14 Responses to Die krankhafte Suche nach dem politischen Messias

  1. Manuel Barkhau sagt:

    Demokratie? Nein Danke!

    • isomorph sagt:

      Demokratie? Ja Bitte! Auf dem Weg zur Anarchie!

      Welche Alternativen gäbe es denn?
      Demokratie geht auch ohne Staat!
      Genau wie das Internet.

      • Dreamer sagt:

        Welche Alternativen es gibt?

        Ganz einfach: jedem Erwachsenen die freie Wahl lassen, ob er Mitglied beim Staat ist oder ob nicht.

        Mitglieder müssen ihre Mitgliedsbeiträge (Steuern) an den Staat zahlen und sich an die Staatsgesetze halten, was einer totalen Unterwerfung gleichkommt. Dafür haben sie Anspruch auf Sozialleisstungen (wie Rente oder Arbeitslosengeld), verpflichten sich, ihre Kinder auf „kostenlose“ Staatsschulen zu schicken, werden von der Staatspolizei geschützt und dürfen „kostenlos“ Straßen und Gehwege nutzen. Außerdem haften sie in letzter Instanz vollumfänglich für sämtliche, aufgetürmten Staatsschulden mit ihrem ganzen Vermögen.

        Nichtmitglieder müssen keine Steuern zahlen und sind auch nicht an Staatsgesetze gebunden. Sie bekommen keine staatlichen Sozialleistungen, müssen sich bei Bedarf privat versichern, müssen bei Bedarf private Sicherheitsdienste engagieren, zahlen bei Bedarf Schulgeld und zahlen eine Nutzungsgebühr für Straßen und Gehwege. Sie können auch nicht zur Haftung für Staatsschulden herangezogen oder vom Staat zwangsenteignet werden.

      • depublished sagt:

        Das meiste was im Internet passiert, ist nicht demokratisch, sondern anarchistisch.

        • isomorph sagt:

          Danke ihr 2 Wie recht ihr habt!
          Wenn auch keine Antwort auf meine Frage.

          • migu sagt:

            @isomorph
            eine Alternative wäre, sein Bewusstsein und seine Wahrnehmung zu bilden. Das würde das Denken, Reden und Handeln verändern. Man sollte sich seiner Fähigkeiten und Möglichkeiten selbst bewusst sein.

            Herrschaft bedingt Knechtschaft – Freiheit ist das Gegenteil davon.

            Demokratie ist nur eine der vielen Formen von Herrschaft, Machtausübung und Gewaltanwendung. Hat man das erstmal erkannt, wird der Weg in die Freiheit ein ideologischer sein.

          • DaniQ sagt:

            @isomorph: Dreamer hat dir eine klare Alternative vorgeschlagen.

          • isomorph sagt:

            Also ohne Dreamer und dir wiedersprechen zu wollen, in dem was geschrieben wurde,
            aber die Frage war:

            Alternativen auf dem Weg zum Ananrchismus?

            Wenn man heute die Demokratie abschafft,
            hat man morgen nicht automatisch Anarchie.
            Und selbst in der Anarchie, könnte man doch
            so manches Demokratisch entscheiden,
            ganz ohne initiirende Gewalt?

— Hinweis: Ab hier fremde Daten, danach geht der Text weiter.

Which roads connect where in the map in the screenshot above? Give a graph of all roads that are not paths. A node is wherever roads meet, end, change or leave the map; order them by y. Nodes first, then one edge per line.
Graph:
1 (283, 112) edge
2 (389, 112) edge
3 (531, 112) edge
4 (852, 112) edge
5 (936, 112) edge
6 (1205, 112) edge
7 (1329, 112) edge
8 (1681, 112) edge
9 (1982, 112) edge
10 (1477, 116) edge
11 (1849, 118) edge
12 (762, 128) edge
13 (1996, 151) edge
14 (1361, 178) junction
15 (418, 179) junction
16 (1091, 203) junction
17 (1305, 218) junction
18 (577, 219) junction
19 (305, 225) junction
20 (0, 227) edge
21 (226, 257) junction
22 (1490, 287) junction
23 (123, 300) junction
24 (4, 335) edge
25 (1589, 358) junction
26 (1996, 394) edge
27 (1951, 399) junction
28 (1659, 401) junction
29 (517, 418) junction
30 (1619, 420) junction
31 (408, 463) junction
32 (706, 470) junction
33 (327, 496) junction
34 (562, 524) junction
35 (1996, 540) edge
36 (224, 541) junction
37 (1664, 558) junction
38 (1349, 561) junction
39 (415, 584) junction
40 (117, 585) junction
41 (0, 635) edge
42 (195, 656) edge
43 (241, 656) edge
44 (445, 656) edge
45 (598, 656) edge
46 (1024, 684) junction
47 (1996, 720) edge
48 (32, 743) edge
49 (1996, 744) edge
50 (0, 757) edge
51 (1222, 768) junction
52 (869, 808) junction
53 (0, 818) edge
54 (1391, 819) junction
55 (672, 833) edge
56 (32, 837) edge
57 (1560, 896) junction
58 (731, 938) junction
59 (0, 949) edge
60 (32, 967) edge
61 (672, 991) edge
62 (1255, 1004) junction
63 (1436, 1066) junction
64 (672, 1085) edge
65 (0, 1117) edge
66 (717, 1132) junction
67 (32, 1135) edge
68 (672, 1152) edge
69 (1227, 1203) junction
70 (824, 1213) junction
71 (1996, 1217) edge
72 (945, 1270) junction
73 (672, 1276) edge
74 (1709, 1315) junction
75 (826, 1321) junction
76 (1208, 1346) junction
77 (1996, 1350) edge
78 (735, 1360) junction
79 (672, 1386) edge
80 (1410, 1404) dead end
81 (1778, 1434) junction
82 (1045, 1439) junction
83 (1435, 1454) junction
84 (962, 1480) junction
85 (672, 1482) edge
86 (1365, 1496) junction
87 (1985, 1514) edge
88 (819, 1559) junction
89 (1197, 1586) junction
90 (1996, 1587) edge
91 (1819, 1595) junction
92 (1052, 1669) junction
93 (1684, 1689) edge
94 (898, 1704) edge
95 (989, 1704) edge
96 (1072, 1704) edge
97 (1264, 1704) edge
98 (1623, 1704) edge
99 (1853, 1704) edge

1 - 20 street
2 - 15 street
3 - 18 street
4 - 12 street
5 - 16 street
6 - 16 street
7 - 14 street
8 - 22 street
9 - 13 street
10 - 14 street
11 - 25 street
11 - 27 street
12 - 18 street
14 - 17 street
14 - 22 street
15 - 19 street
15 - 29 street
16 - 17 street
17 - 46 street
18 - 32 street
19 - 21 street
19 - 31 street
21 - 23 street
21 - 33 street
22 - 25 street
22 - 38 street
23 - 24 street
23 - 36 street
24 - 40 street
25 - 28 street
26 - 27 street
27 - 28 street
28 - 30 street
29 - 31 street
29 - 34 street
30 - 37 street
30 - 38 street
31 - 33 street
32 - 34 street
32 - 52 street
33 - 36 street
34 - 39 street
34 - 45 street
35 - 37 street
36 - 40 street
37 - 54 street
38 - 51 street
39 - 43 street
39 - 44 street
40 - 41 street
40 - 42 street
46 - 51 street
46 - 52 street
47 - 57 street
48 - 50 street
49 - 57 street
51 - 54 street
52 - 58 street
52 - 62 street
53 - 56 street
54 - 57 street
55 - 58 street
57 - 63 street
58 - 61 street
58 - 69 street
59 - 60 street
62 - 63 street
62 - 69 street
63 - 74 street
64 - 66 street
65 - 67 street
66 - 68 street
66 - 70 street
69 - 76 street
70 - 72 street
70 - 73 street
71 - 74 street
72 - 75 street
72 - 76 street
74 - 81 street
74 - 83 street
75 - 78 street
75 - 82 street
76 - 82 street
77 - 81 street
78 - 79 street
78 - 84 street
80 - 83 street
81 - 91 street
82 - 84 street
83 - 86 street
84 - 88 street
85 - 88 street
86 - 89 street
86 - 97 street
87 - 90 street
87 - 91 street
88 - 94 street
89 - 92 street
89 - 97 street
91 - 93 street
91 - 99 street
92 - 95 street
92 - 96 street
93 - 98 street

            Nur eins ist klar, Staat und Zwang will hier keiner mehr.

      • depublished sagt:

        Alternativen? – Alles! Außer initiierende Gewalt.

  2. Ben sagt:

    Das tut gut.
    Ich habe heute ernsthaft überlegt, mein technisch hochwertiges Radio wegzuschmeißen, weil das Ding nur Strom und egal auf welchem Sender
    meine Geduld verbraucht.Habe es dann behalten, weil es mit Kurbel dran Teil
    meiner Krisenvorsorge sein soll.Wer zwischen den Zeilen lesen kann, ist
    im fortgeschrittenen Stadium der Krise vielleicht doch ganz gut mit so einer Mainstream-Dreckschleuder bedient.

    Also, das Radio ist erst einmal aus, aber noch da 🙂
    Nach diesem Akt der Selbstüberwindung habe ich mir dann
    freiwilligfrei gegönnt und Dank dieses Beitrages geht es mir wieder deutlich besser.

    Vielen Dank.

  3. sehr guter Spot, um die Freie Welt einzuläuten! Habe ich in meine Website unter (s. unten links) integriert.

  4. […] James Corbett via FreiwilligFrei – Wie absurd der moderne politische Wahlzirkus ist, ist nirgendwo sonst so deutlich zu sehen, […]

  5. grienpies sagt:

    Aber ausgerechnet James Corbett? Schaut ihr euch die Leute nicht an, denen ihr hier Raum gebt. Ich gebe James bei diesem Vortrag größtenteils recht, allerdings bleibt er für mich ein dubiose Quelle.